» **Exercise data**:
#####

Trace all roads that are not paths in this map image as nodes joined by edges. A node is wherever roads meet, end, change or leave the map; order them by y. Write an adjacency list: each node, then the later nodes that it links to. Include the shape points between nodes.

#####

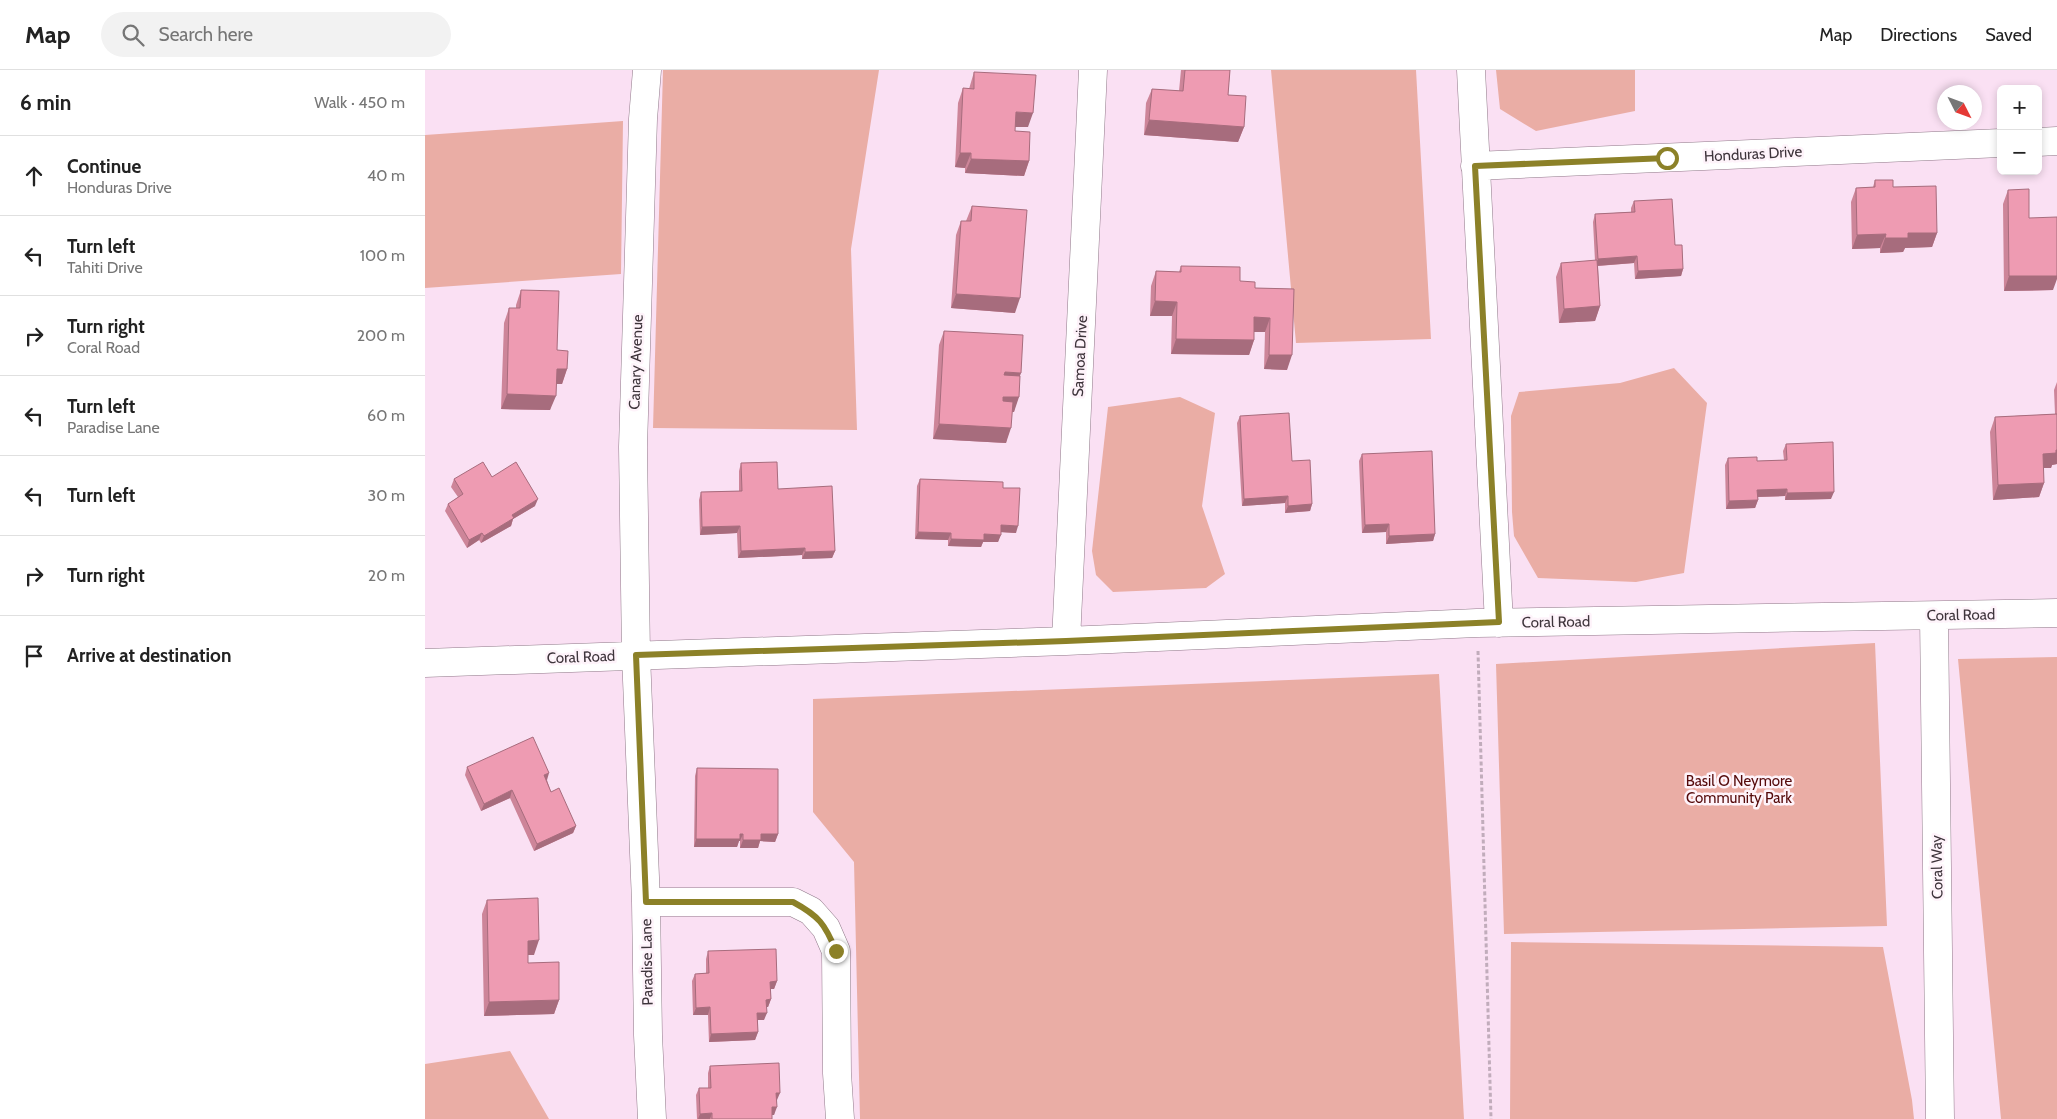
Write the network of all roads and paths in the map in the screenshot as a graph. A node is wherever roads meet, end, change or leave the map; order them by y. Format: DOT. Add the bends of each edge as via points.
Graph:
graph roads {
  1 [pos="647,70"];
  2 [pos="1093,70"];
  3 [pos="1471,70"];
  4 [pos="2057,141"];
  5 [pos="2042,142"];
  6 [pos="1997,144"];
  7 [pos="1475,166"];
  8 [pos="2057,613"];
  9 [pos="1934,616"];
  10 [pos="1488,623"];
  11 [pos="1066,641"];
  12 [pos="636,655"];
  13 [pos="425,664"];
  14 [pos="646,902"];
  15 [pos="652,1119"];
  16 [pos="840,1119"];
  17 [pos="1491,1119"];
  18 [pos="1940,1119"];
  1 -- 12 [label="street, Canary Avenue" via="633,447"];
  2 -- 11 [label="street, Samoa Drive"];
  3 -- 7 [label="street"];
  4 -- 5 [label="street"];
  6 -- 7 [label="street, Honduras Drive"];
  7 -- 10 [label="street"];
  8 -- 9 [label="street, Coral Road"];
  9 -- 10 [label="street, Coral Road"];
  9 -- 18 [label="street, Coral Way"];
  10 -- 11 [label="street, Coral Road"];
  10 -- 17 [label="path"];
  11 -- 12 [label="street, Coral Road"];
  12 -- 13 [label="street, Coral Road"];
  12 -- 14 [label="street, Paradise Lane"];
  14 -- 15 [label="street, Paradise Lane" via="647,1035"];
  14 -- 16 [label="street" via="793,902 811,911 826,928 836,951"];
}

#####

» **Exercise instructions**: Where a line of the records has the string "them", return that line.

» **Written response**:
Trace all roads that are not paths in this map image as nodes joined by edges. A node is wherever roads meet, end, change or leave the map; order them by y. Write an adjacency list: each node, then the later nodes that it links to. Include the shape points between nodes.
Write the network of all roads and paths in the map in the screenshot as a graph. A node is wherever roads meet, end, change or leave the map; order them by y. Format: DOT. Add the bends of each edge as via points.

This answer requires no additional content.